──────── Raw data ────────

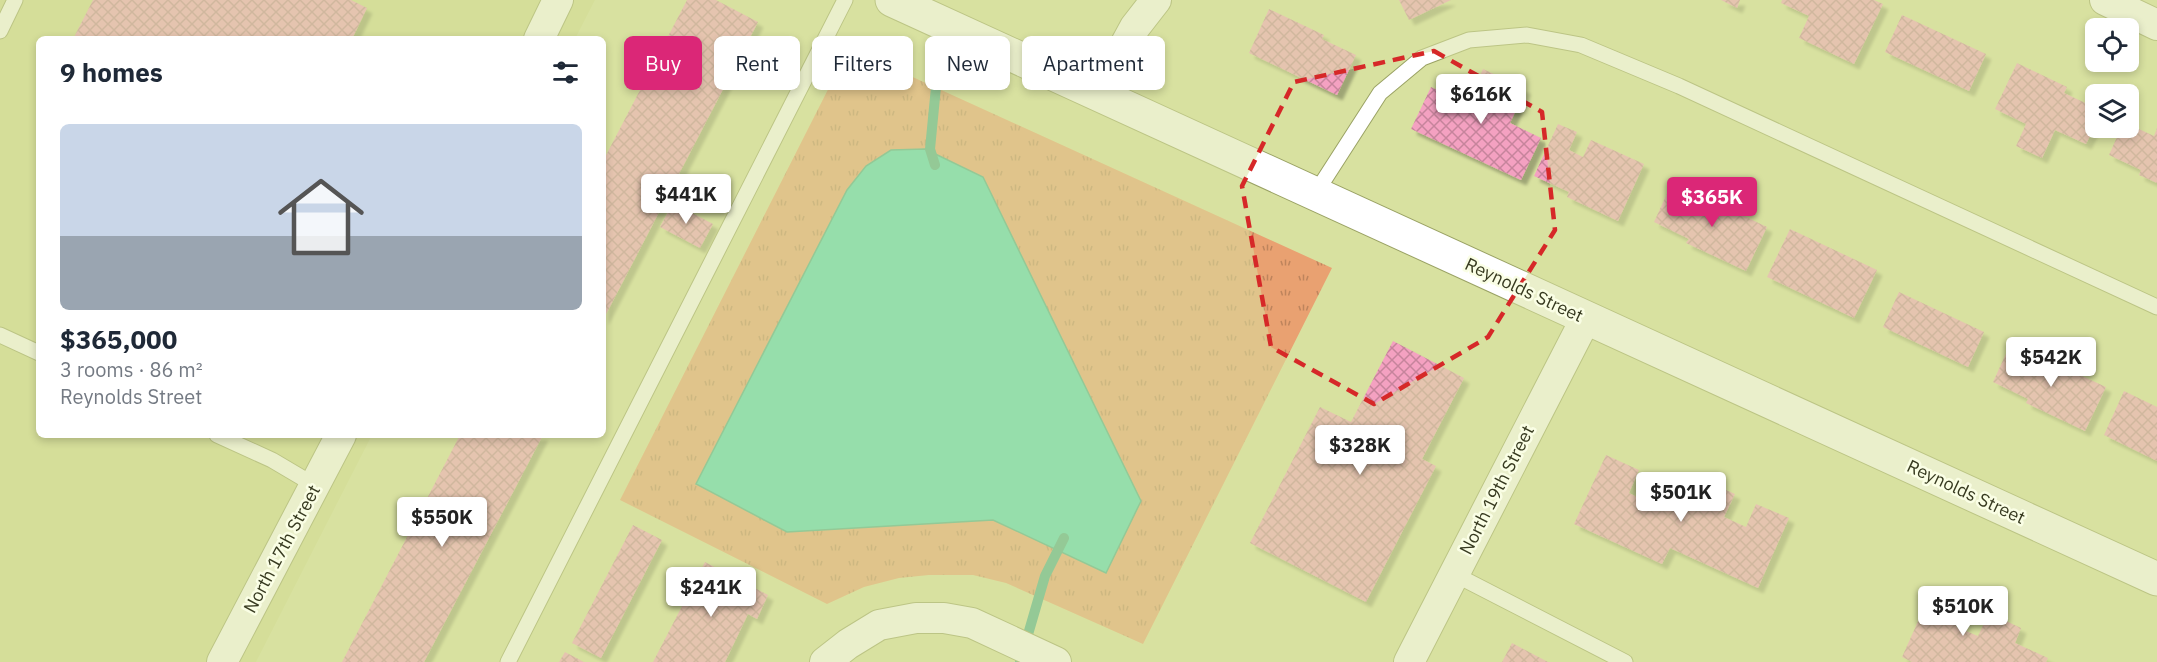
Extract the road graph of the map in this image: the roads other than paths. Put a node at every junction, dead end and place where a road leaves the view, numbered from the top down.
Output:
1 (15, 0) edge
2 (558, 0) edge
3 (844, 0) edge
4 (891, 0) edge
5 (1155, 0) edge
6 (2105, 0) edge
7 (2157, 25) edge
8 (0, 31) edge
9 (540, 36) edge
10 (1098, 95) junction
11 (1315, 194) junction
12 (2157, 307) edge
13 (1586, 318) junction
14 (0, 335) edge
15 (36, 352) edge
16 (224, 438) edge
17 (340, 438) edge
18 (316, 486) junction
19 (1454, 574) junction
20 (2157, 579) edge
21 (222, 662) edge
22 (508, 662) edge
23 (825, 662) edge
24 (1056, 662) edge
25 (1409, 662) edge
26 (1625, 662) edge

1 - 8 lane
2 - 9 street
3 - 22 lane
4 - 10 main road, Reynolds Street
5 - 10 street
6 - 7 street
10 - 11 main road, Reynolds Street
11 - 12 lane
11 - 13 main road, Reynolds Street
13 - 19 street, North 19th Street
13 - 20 main road, Reynolds Street
14 - 15 lane
16 - 18 lane
17 - 18 street, North 17th Street
18 - 21 street, North 17th Street
19 - 25 street, North 19th Street
19 - 26 lane
23 - 24 street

────────

#### [Description of the task]
Reproduce every line of the material precisely, omitting its pictures.

#### [Exercise output]
Extract the road graph of the map in this image: the roads other than paths. Put a node at every junction, dead end and place where a road leaves the view, numbered from the top down.
Output:
1 (15, 0) edge
2 (558, 0) edge
3 (844, 0) edge
4 (891, 0) edge
5 (1155, 0) edge
6 (2105, 0) edge
7 (2157, 25) edge
8 (0, 31) edge
9 (540, 36) edge
10 (1098, 95) junction
11 (1315, 194) junction
12 (2157, 307) edge
13 (1586, 318) junction
14 (0, 335) edge
15 (36, 352) edge
16 (224, 438) edge
17 (340, 438) edge
18 (316, 486) junction
19 (1454, 574) junction
20 (2157, 579) edge
21 (222, 662) edge
22 (508, 662) edge
23 (825, 662) edge
24 (1056, 662) edge
25 (1409, 662) edge
26 (1625, 662) edge

1 - 8 lane
2 - 9 street
3 - 22 lane
4 - 10 main road, Reynolds Street
5 - 10 street
6 - 7 street
10 - 11 main road, Reynolds Street
11 - 12 lane
11 - 13 main road, Reynolds Street
13 - 19 street, North 19th Street
13 - 20 main road, Reynolds Street
14 - 15 lane
16 - 18 lane
17 - 18 street, North 17th Street
18 - 21 street, North 17th Street
19 - 25 street, North 19th Street
19 - 26 lane
23 - 24 street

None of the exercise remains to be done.